RECORDS SHOWN.
____
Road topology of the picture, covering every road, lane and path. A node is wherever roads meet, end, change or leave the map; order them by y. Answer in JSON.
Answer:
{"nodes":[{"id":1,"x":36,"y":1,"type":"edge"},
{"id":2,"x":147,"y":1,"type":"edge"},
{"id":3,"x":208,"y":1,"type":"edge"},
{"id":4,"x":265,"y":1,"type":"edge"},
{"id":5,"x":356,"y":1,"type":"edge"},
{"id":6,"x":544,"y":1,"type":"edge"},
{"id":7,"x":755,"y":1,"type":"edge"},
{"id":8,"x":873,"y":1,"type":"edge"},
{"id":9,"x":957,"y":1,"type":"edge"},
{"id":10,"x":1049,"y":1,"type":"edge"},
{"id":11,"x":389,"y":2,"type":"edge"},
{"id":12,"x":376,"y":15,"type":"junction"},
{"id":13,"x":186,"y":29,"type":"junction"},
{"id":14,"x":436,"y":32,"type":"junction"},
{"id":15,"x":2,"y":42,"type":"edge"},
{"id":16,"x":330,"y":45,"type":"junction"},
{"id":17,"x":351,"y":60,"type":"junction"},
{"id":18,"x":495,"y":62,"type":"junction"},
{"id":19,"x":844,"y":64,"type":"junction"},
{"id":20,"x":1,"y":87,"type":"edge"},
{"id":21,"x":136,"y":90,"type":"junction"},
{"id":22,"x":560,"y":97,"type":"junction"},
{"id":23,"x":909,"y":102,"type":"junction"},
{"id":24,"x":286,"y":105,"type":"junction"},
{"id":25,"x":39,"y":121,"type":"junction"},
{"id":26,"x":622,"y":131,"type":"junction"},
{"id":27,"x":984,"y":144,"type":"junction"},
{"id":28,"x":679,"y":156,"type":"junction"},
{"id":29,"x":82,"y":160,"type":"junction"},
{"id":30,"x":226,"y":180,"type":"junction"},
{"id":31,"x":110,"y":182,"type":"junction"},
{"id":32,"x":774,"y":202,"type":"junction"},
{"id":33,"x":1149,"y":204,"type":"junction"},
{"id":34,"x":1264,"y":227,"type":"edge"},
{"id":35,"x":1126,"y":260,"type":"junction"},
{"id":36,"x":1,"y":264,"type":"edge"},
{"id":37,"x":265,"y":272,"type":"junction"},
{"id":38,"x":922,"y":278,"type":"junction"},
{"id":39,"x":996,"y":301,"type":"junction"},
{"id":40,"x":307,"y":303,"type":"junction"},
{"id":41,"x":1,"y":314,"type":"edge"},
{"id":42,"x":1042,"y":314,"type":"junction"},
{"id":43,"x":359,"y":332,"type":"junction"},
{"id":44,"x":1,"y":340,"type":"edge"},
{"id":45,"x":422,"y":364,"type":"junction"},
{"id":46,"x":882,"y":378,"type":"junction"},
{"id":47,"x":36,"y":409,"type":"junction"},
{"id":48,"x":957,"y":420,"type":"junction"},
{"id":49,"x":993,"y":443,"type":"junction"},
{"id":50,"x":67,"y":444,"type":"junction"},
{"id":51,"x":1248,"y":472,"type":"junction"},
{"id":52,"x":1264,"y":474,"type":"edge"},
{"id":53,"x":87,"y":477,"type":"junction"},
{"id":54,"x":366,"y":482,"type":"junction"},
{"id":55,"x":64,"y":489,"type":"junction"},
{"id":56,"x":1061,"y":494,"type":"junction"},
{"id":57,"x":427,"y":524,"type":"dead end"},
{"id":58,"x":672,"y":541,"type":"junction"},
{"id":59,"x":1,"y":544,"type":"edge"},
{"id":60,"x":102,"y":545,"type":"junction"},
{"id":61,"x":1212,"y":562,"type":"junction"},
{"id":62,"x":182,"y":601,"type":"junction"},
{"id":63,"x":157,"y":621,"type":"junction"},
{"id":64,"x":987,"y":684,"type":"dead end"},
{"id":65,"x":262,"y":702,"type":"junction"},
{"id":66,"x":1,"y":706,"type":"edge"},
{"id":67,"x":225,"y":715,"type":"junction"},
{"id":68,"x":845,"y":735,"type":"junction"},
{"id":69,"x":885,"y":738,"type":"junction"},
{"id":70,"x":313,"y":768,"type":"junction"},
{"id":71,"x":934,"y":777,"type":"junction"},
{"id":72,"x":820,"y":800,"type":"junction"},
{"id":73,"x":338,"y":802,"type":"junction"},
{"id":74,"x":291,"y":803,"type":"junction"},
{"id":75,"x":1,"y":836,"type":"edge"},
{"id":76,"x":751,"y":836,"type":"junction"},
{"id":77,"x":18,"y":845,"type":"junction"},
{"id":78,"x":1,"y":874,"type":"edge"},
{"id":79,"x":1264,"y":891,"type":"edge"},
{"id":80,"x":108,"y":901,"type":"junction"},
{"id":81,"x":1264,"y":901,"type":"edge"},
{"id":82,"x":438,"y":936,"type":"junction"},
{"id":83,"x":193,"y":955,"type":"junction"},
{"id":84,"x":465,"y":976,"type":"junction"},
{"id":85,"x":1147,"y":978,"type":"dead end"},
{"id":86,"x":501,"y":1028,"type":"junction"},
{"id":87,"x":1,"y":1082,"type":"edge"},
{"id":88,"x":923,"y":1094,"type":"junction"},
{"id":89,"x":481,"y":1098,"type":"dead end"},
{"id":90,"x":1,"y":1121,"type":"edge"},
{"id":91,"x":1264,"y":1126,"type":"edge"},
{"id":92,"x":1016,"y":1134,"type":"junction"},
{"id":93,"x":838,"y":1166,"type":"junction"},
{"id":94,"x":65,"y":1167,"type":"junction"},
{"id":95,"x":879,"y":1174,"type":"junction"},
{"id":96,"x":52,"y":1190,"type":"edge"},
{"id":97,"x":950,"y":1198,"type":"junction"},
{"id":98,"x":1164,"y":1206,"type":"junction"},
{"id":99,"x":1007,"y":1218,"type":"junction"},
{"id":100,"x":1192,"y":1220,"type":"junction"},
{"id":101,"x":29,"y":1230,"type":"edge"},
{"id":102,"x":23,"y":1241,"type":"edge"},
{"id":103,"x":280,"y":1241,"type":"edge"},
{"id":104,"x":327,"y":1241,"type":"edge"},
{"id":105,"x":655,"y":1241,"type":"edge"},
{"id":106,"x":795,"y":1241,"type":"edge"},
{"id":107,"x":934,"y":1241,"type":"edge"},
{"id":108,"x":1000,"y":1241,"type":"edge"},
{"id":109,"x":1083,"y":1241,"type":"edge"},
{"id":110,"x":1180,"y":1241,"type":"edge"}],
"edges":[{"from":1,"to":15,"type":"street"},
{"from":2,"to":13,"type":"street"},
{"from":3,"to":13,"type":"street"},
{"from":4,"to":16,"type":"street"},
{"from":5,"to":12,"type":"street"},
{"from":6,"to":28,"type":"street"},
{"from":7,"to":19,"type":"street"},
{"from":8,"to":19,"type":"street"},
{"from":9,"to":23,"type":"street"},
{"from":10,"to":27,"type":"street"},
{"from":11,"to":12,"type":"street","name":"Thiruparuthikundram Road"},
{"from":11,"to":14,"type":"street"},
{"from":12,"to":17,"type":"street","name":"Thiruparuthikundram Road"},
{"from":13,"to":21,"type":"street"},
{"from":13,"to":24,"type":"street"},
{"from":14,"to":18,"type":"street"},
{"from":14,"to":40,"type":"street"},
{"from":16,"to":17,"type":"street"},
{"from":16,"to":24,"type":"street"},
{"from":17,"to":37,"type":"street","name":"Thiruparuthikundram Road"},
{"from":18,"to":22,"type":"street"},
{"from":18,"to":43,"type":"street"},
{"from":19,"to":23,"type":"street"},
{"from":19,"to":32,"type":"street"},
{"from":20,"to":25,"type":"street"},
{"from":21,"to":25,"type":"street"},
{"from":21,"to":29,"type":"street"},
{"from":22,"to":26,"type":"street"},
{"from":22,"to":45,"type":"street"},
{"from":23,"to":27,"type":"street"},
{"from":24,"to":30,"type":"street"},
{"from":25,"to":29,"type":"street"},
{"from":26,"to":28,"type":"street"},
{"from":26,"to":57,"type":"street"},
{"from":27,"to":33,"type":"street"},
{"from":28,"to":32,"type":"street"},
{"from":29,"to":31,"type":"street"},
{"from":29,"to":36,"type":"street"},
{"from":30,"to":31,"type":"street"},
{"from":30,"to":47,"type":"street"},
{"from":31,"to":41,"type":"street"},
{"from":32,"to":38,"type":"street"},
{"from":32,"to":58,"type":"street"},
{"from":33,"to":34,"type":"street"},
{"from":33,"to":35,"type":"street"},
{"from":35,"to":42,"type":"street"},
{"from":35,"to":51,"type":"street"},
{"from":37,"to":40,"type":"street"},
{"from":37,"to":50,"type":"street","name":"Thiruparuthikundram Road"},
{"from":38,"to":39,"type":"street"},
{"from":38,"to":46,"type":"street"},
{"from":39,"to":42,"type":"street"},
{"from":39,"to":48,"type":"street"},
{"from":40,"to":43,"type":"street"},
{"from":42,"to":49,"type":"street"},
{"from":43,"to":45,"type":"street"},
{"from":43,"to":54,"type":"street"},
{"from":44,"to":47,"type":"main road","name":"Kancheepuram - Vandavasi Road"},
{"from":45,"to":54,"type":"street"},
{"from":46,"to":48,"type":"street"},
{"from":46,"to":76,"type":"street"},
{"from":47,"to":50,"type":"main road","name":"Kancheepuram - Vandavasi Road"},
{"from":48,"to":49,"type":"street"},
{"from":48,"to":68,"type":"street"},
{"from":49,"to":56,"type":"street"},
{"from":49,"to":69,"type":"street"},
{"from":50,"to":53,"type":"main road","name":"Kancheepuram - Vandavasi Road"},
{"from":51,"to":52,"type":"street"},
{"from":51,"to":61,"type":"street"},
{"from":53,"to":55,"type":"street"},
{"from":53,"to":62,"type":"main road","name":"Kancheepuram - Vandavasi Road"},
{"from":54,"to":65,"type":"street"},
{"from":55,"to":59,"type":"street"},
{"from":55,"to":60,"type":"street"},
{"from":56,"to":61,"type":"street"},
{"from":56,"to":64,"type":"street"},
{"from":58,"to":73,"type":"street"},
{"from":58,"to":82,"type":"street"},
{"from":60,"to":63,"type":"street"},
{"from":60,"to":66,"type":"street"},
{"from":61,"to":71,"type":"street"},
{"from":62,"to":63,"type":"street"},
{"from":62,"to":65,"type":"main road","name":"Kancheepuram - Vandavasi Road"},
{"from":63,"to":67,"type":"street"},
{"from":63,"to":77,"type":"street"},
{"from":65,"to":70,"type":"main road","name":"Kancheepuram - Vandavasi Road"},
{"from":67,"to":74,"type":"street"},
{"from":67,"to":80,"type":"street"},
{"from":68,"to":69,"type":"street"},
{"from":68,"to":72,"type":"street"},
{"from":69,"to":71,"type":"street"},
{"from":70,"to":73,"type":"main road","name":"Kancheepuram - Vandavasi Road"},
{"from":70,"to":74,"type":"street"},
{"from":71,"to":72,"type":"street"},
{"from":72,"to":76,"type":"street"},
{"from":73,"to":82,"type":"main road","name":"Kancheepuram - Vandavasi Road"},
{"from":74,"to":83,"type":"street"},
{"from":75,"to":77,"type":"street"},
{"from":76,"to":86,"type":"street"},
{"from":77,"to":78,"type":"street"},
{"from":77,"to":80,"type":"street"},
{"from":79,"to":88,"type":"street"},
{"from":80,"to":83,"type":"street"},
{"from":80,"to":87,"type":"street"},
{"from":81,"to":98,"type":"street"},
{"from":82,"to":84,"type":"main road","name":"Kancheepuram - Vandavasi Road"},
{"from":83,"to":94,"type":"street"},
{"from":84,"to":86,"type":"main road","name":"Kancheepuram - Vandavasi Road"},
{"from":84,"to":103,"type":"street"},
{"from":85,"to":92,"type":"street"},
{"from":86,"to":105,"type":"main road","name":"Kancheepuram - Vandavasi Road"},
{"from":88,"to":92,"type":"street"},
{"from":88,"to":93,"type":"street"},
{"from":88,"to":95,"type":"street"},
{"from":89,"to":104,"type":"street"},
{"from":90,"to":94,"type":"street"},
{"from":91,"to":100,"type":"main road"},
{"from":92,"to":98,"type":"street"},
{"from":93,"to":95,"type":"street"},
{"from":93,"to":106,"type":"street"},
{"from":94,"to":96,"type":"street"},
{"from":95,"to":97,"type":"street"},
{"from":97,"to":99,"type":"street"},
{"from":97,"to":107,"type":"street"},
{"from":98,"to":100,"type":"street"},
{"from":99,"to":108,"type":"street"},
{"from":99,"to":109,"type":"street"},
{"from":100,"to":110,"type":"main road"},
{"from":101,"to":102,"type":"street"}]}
____
ABOUT THIS EXERCISE.
Among the lines of the data, identify those with the word "dead". Copy each of them.

RESPONSE AREA.
{"id":57,"x":427,"y":524,"type":"dead end"},
{"id":64,"x":987,"y":684,"type":"dead end"},
{"id":85,"x":1147,"y":978,"type":"dead end"},
{"id":89,"x":481,"y":1098,"type":"dead end"},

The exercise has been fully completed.